> **ABOUT THIS TASK**: In the material below, list every line carrying the string "junction".

> **DATASET ENTRIES**:
■ ■ ■
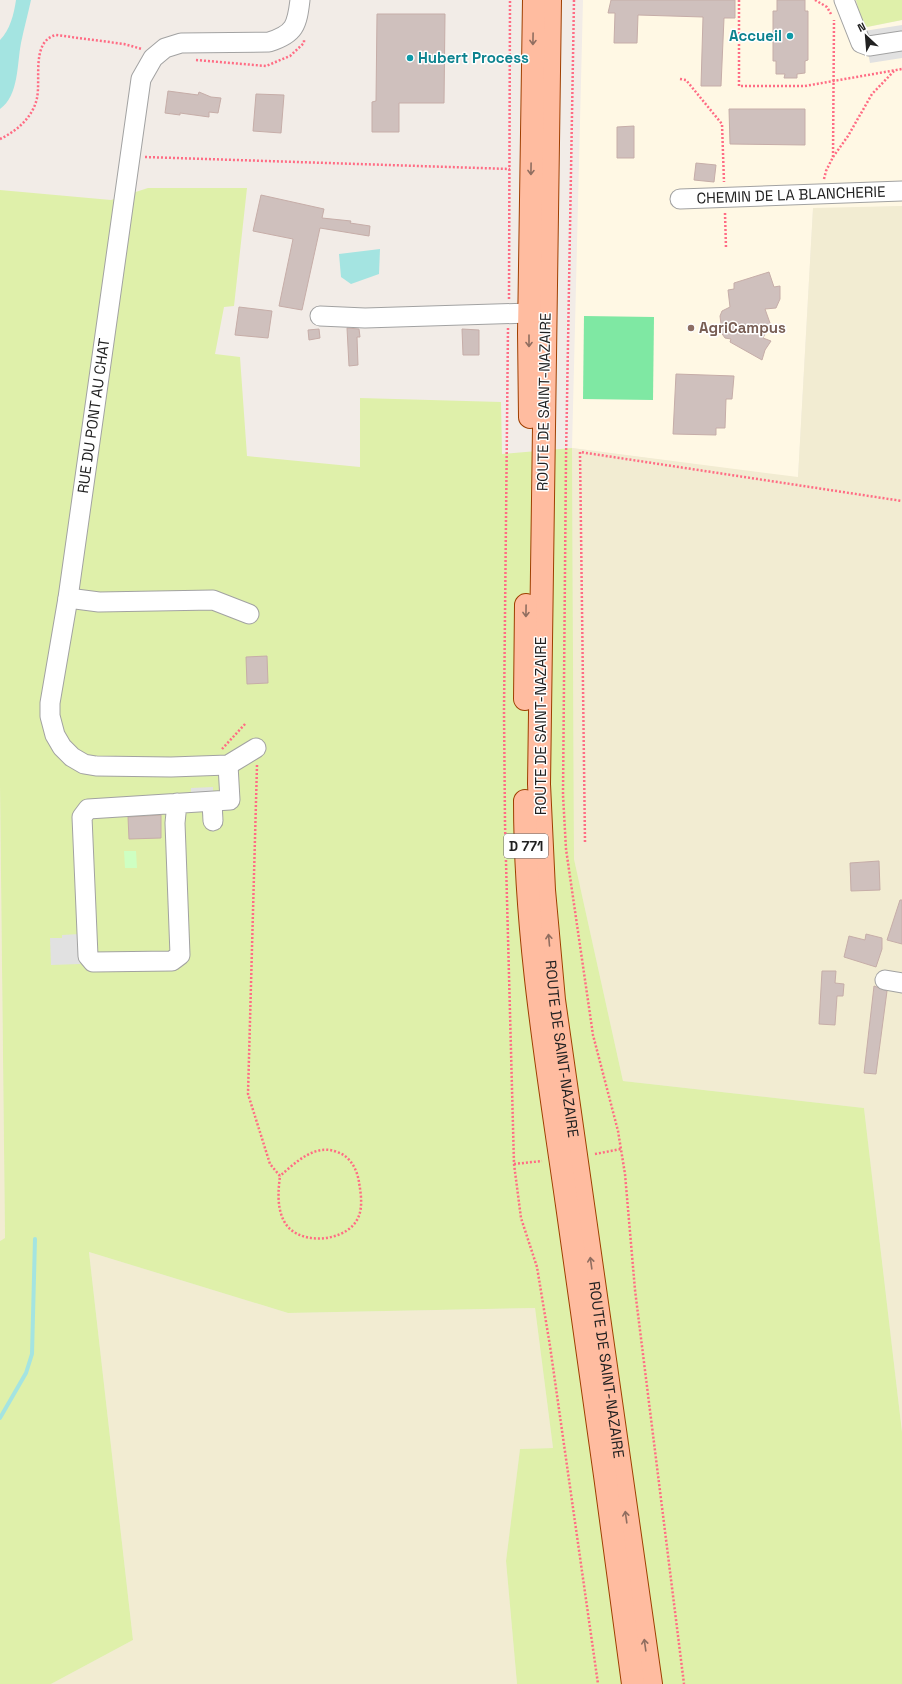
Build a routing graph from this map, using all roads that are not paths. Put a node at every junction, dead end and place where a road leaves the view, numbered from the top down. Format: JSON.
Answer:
{"nodes":[{"id":1,"x":300,"y":0,"type":"edge"},
{"id":2,"x":534,"y":0,"type":"edge"},
{"id":3,"x":550,"y":0,"type":"edge"},
{"id":4,"x":844,"y":0,"type":"edge"},
{"id":5,"x":902,"y":41,"type":"edge"},
{"id":6,"x":902,"y":191,"type":"edge"},
{"id":7,"x":680,"y":199,"type":"dead end"},
{"id":8,"x":530,"y":313,"type":"junction"},
{"id":9,"x":320,"y":316,"type":"dead end"},
{"id":10,"x":68,"y":598,"type":"junction"},
{"id":11,"x":249,"y":614,"type":"dead end"},
{"id":12,"x":256,"y":748,"type":"road end"},
{"id":13,"x":222,"y":760,"type":"junction"},
{"id":14,"x":212,"y":802,"type":"junction"},
{"id":15,"x":177,"y":803,"type":"junction"},
{"id":16,"x":213,"y":821,"type":"dead end"},
{"id":17,"x":633,"y":1684,"type":"edge"},
{"id":18,"x":651,"y":1684,"type":"edge"}],
"edges":[{"from":1,"to":10,"type":"street","name":"RUE DU PONT AU CHAT"},
{"from":2,"to":8,"type":"main road","name":"ROUTE DE SAINT-NAZAIRE","number":"D 771","one_way":true},
{"from":18,"to":3,"type":"main road","name":"ROUTE DE SAINT-NAZAIRE","one_way":true},
{"from":4,"to":5,"type":"street"},
{"from":6,"to":7,"type":"street","name":"CHEMIN DE LA BLANCHERIE"},
{"from":8,"to":9,"type":"street"},
{"from":8,"to":17,"type":"main road","name":"ROUTE DE SAINT-NAZAIRE","number":"D 771","one_way":true},
{"from":10,"to":11,"type":"street"},
{"from":10,"to":13,"type":"street","name":"RUE DU PONT AU CHAT"},
{"from":12,"to":13,"type":"street","name":"RUE DU PONT AU CHAT"},
{"from":13,"to":14,"type":"street"},
{"from":14,"to":15,"type":"street"},
{"from":14,"to":16,"type":"street"},
{"from":15,"to":15,"type":"street"}]}
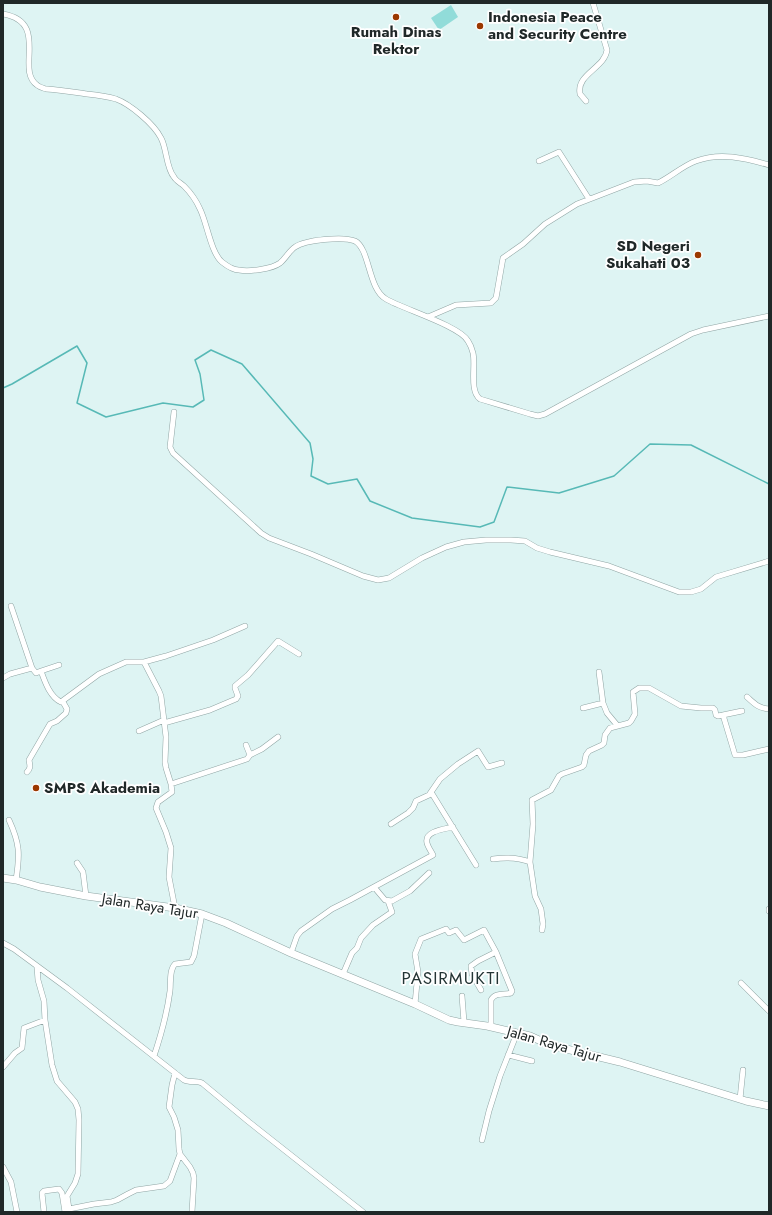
■ ■ ■
> **WORKED SOLUTION**:
Build a routing graph from this map, using all roads that are not paths. Put a node at every junction, dead end and place where a road leaves the view, numbered from the top down. Format: JSON.
{"id":8,"x":530,"y":313,"type":"junction"},
{"id":10,"x":68,"y":598,"type":"junction"},
{"id":13,"x":222,"y":760,"type":"junction"},
{"id":14,"x":212,"y":802,"type":"junction"},
{"id":15,"x":177,"y":803,"type":"junction"},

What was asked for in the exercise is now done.